# Required work:
Would you copy out each line of the records below that includes the word "Expressway"?

========================================================================

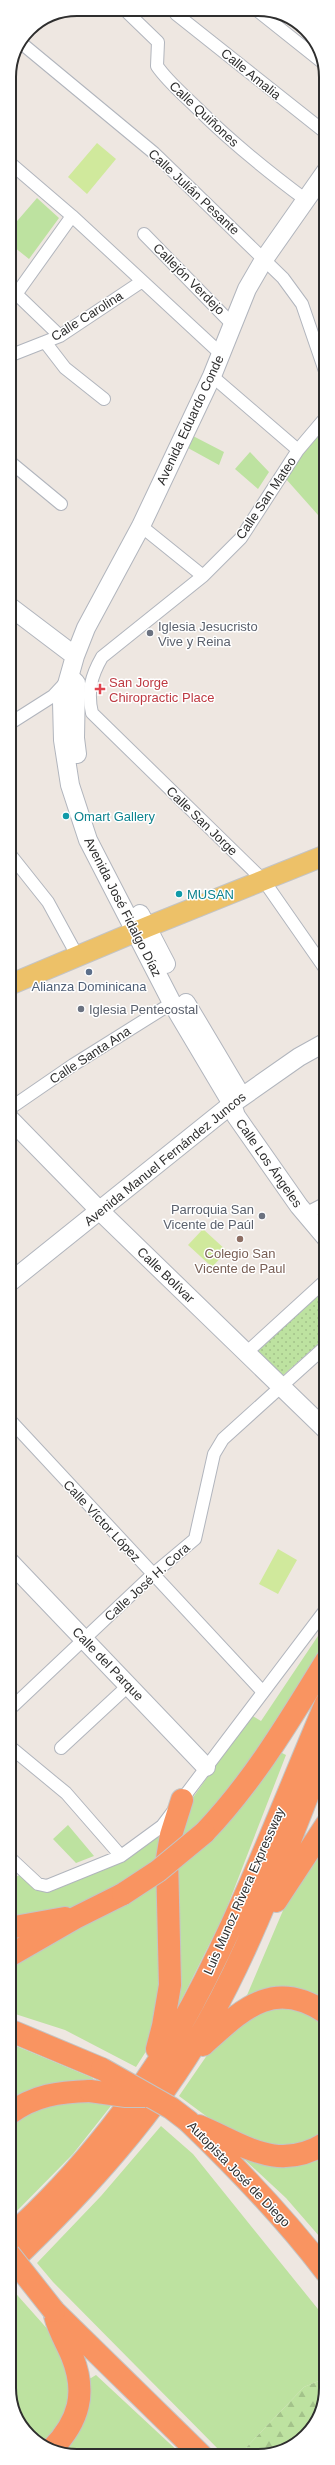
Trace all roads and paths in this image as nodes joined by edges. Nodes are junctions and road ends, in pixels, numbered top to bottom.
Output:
1 (131, 16) edge
2 (179, 16) edge
3 (264, 17) edge
4 (25, 46) edge
5 (316, 57) edge
6 (319, 127) edge
7 (16, 168) edge
8 (319, 181) edge
9 (306, 200) junction
10 (72, 216) junction
11 (144, 234) dead end
12 (266, 258) junction
13 (141, 282) junction
14 (16, 286) edge
15 (16, 293) edge
16 (233, 325) junction
17 (60, 336) junction
18 (45, 342) junction
19 (319, 346) edge
20 (16, 353) edge
21 (221, 354) junction
22 (212, 376) junction
23 (104, 399) dead end
24 (319, 425) edge
25 (298, 450) junction
26 (16, 467) edge
27 (61, 504) dead end
28 (141, 526) junction
29 (203, 576) junction
30 (16, 611) edge
31 (75, 656) junction
32 (92, 674) joint
33 (70, 677) junction
34 (16, 720) edge
35 (319, 858) edge
36 (16, 862) edge
37 (264, 881) junction
38 (141, 929) junction
39 (78, 956) junction
40 (319, 960) edge
41 (16, 982) edge
42 (172, 1004) junction
43 (319, 1047) edge
44 (237, 1100) junction
45 (16, 1104) edge
46 (16, 1125) edge
47 (319, 1207) edge
48 (100, 1212) junction
49 (305, 1214) junction
50 (319, 1230) edge
51 (16, 1278) edge
52 (319, 1286) edge
53 (319, 1352) edge
54 (246, 1353) junction
55 (280, 1386) junction
56 (319, 1423) edge
57 (16, 1427) edge
58 (16, 1571) edge
59 (152, 1575) junction
60 (319, 1618) edge
61 (84, 1640) junction
62 (319, 1672) edge
63 (129, 1686) junction
64 (262, 1691) junction
65 (16, 1703) edge
66 (319, 1720) edge
67 (61, 1748) dead end
68 (16, 1752) edge
69 (319, 1766) edge
70 (206, 1767) junction
71 (182, 1800) junction
72 (319, 1834) edge
73 (121, 1856) junction
74 (16, 1868) edge
75 (74, 1918) junction
76 (16, 1927) edge
77 (16, 1952) edge
78 (231, 1978) junction
79 (319, 2010) edge
80 (16, 2033) edge
81 (192, 2050) junction
82 (150, 2072) junction
83 (148, 2096) junction
84 (16, 2109) edge
85 (188, 2121) junction
86 (319, 2147) edge
87 (16, 2230) edge
88 (16, 2257) edge
89 (16, 2263) edge
90 (319, 2263) edge
91 (54, 2311) junction
92 (56, 2445) edge
93 (195, 2449) edge

1 - 9 street, Calle Quiñones
2 - 6 street, Calle Amalia
3 - 5 street
4 - 12 street, Calle Julián Pesante
7 - 10 street
8 - 9 street, Avenida Eduardo Conde
9 - 12 street, Avenida Eduardo Conde
10 - 13 street
10 - 14 street
11 - 16 street, Callejón Verdejo
12 - 16 street, Avenida Eduardo Conde
12 - 19 street, Calle Julián Pesante
13 - 17 street, Calle Carolina
13 - 21 street
15 - 17 street
16 - 21 street, Avenida Eduardo Conde
17 - 18 street, Calle Carolina
18 - 20 street, Calle Carolina
18 - 23 street
21 - 22 street, Avenida Eduardo Conde
22 - 25 street
22 - 28 street, Avenida Eduardo Conde
24 - 25 street, Calle San Mateo
25 - 29 street, Calle San Mateo
26 - 27 street
28 - 29 street
28 - 31 street, Avenida Eduardo Conde
29 - 32 street, Calle San Mateo
30 - 31 street
31 - 33 street, Avenida Eduardo Conde
32 - 37 street, Calle San Jorge
33 - 34 street
33 - 38 street, Avenida José Fidalgo Díaz
35 - 37 main road
36 - 39 street
37 - 38 main road
37 - 40 street, Calle San Jorge
38 - 39 main road
38 - 42 street, Avenida José Fidalgo Díaz
38 - 44 street, Avenida José Fidalgo Díaz
39 - 41 main road
42 - 44 street, Avenida José Fidalgo Díaz
42 - 45 street, Calle Santa Ana
43 - 44 street, Avenida Manuel Fernández Juncos
44 - 48 street, Avenida Manuel Fernández Juncos
44 - 49 street, Calle Los Ángeles
46 - 48 street, Calle Bolívar
47 - 49 street
48 - 51 street, Avenida Manuel Fernández Juncos
48 - 54 street, Calle Bolívar
49 - 50 street, Calle Los Ángeles
52 - 54 street
53 - 55 street, Calle José H. Cora
54 - 55 street, Calle Bolívar
55 - 56 street, Calle Bolívar
55 - 59 street, Calle José H. Cora
57 - 59 street, Calle Víctor López
58 - 61 street, Calle del Parque
59 - 61 street, Calle José H. Cora
59 - 64 street, Calle Víctor López
60 - 64 street
61 - 63 street, Calle del Parque
61 - 65 street, Calle José H. Cora
62 - 75 highway, bridge
63 - 67 street
63 - 70 street, Calle del Parque
64 - 70 street
66 - 82 highway, Luis Munoz Rivera Expressway
68 - 73 street
69 - 78 highway, Luis Munoz Rivera Expressway
70 - 71 street
71 - 73 street
71 - 82 highway
72 - 78 highway
73 - 74 street
75 - 76 highway
75 - 77 highway
78 - 81 highway, Luis Munoz Rivera Expressway
79 - 81 highway
80 - 83 highway, Autopista José de Diego, bridge
81 - 88 highway, Luis Munoz Rivera Expressway
82 - 87 highway, Luis Munoz Rivera Expressway
83 - 84 highway, bridge
83 - 85 highway, Autopista José de Diego, bridge
85 - 86 highway
85 - 90 highway, Autopista José de Diego
89 - 91 highway, bridge
91 - 92 highway
91 - 93 highway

========================================================================

# Response:
66 - 82 highway, Luis Munoz Rivera Expressway
69 - 78 highway, Luis Munoz Rivera Expressway
78 - 81 highway, Luis Munoz Rivera Expressway
81 - 88 highway, Luis Munoz Rivera Expressway
82 - 87 highway, Luis Munoz Rivera Expressway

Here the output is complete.